Mortgage approvals increased in January for both house purchase and remortgaging, to 67,478 and 49,242 respectively, The Bank of England Money and Credit data has found.
Meanwhile annual growth in secured lending was unchanged at 3.3% in January with net lending at £3.4bn.
Jonathan Harris, director of mortgage broker Anderson Harris, said: “Lacklustre borrowing figures from the Bank of England provide more evidence of a stuttering housing market.
“However, it could also be argued that lending is holding up remarkably well, given the uncertainty created by Brexit, with net mortgage borrowing mostly unchanged, just dipping slightly below the £3.9bn average of the last six months.
“While these numbers are historic, mortgage approvals indicate what is coming up in the market and suggest a pick up in activity, although again only slightly. It seems that Brexit is still weighing heavily on people’s minds and affecting their ability to make a decision to move one way or another.

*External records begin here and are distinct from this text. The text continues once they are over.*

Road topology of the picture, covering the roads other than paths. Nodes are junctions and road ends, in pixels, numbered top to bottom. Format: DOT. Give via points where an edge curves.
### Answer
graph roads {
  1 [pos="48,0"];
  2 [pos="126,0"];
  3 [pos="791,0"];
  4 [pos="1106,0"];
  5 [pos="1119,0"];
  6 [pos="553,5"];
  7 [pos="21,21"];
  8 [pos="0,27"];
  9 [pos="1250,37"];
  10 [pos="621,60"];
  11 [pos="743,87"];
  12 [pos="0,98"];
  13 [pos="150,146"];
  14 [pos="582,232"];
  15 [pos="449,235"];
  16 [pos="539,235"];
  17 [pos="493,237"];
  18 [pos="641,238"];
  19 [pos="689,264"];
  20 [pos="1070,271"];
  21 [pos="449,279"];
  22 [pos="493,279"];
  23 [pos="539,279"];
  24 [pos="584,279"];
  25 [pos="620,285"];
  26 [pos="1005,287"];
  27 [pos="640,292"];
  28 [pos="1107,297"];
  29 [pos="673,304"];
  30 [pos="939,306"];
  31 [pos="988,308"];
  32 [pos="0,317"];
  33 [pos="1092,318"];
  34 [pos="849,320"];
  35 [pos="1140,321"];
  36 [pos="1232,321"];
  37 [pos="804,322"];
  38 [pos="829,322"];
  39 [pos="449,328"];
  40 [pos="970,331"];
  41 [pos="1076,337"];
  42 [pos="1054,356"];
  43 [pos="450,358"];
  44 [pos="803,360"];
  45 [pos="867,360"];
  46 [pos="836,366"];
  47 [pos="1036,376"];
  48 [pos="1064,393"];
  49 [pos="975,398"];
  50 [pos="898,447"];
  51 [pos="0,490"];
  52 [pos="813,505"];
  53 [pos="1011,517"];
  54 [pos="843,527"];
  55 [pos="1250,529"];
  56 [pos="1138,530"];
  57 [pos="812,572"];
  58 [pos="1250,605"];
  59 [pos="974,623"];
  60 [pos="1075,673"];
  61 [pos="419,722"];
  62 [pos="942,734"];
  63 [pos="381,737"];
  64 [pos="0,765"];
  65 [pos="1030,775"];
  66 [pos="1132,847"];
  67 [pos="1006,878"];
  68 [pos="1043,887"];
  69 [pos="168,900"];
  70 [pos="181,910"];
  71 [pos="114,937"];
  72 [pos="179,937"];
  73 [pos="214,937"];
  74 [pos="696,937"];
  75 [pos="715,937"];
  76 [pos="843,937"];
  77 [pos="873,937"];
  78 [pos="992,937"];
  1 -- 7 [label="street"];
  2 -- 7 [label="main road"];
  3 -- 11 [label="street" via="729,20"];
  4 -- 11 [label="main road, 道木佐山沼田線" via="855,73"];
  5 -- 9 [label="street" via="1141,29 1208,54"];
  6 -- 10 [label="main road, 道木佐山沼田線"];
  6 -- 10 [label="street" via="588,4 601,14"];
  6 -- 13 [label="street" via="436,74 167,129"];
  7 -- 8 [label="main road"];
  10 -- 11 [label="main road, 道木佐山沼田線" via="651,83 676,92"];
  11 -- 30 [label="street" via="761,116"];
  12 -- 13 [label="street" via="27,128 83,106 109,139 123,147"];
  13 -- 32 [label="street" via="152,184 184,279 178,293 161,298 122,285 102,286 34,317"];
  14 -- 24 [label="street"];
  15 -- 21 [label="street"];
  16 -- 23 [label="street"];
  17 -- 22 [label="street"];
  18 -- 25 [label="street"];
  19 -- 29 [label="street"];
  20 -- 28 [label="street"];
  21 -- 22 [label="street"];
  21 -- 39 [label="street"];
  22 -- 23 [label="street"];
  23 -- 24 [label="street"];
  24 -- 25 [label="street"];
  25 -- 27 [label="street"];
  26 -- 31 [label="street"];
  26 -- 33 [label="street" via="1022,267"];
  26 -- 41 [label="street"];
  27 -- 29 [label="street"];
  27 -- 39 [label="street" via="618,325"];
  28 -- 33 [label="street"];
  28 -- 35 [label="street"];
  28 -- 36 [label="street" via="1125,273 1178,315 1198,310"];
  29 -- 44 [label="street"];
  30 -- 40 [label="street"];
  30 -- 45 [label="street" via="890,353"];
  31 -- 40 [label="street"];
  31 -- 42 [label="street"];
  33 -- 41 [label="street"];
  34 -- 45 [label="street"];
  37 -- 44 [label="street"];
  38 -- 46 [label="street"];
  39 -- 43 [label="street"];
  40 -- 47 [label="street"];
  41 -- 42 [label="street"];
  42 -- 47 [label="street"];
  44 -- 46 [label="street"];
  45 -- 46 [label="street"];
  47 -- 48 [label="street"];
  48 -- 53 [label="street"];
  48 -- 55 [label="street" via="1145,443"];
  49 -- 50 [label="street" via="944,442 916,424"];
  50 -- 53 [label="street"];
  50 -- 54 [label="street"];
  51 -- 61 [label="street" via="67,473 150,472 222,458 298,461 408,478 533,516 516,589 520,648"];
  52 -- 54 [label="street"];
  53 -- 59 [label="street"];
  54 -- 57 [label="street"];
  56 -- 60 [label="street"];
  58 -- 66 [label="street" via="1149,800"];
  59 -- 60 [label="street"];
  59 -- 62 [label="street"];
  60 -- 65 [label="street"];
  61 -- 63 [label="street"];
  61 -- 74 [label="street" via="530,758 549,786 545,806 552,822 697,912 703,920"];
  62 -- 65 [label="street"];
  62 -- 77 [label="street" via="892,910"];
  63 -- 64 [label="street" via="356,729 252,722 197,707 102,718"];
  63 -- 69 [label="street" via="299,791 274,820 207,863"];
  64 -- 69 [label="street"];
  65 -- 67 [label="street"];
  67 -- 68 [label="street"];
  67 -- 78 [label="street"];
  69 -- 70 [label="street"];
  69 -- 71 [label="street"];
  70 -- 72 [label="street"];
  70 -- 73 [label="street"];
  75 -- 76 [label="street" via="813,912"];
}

“However, the uncertainty is also encouraging remortgaging, with borrowers seeking security and protection against potential further rate rises. Lenders are still keen to lend and mortgage rates are likely to remain competitive for the foreseeable future.”
Andrew Montlake, director of mortgage broker Coreco, added: “Many prospective buyers are waiting for more certainty but ironically it’s the current uncertainty that is strengthening their hands.
“They are waiting for a window of opportunity and may be disappointed when they discover that this was it.
“The mortgage market is being driven by remortgages and first-time buyers, who are benefiting from Help to Buy, reduced landlord competition, a strong jobs market and the Bank of Mum and Dad.
“For first-time buyers, in particular, now is a perfect time to buy, something that is almost certainly underlined by the rise in approvals for house purchase in January.
“There is so much competition in the market that a growing number of lenders are shifting their attention towards higher LTV loans and rates are coming down as a result. This is providing a real boost to first-time buyers.
“Right now, buyers hold all the cards and sellers are increasingly waking up to the fact that if they want to sell, they need to lower their asking prices.
“There is still a disconnect between the expectations of buyers and sellers, but it is considerably less pronounced.
“What we’re also seeing is a lot of pent-up demand come through. People have been holding off for quite some time and are now finally starting to act.
“While it’s a buyers’ market at present, that could change almost overnight in the event that a deal is struck with Brussels.”
However, Jeremy Leaf, north London estate agent and a former RICS residential chairman, was more positive, looking to approvals he has seen.
He said: “As far as we are concerned, not much change is very good news because these figures are a useful indicator of what was happening in the months leading up to Christmas when Brexit uncertainty was at a high.
“The positive sign for approvals confirms what we have seen on the ground – in other words, no fireworks but plenty of solid activity among buyers and sellers who are prepared to negotiate hard to find a compromise which builds in perceived risk and is seen as fair to all.”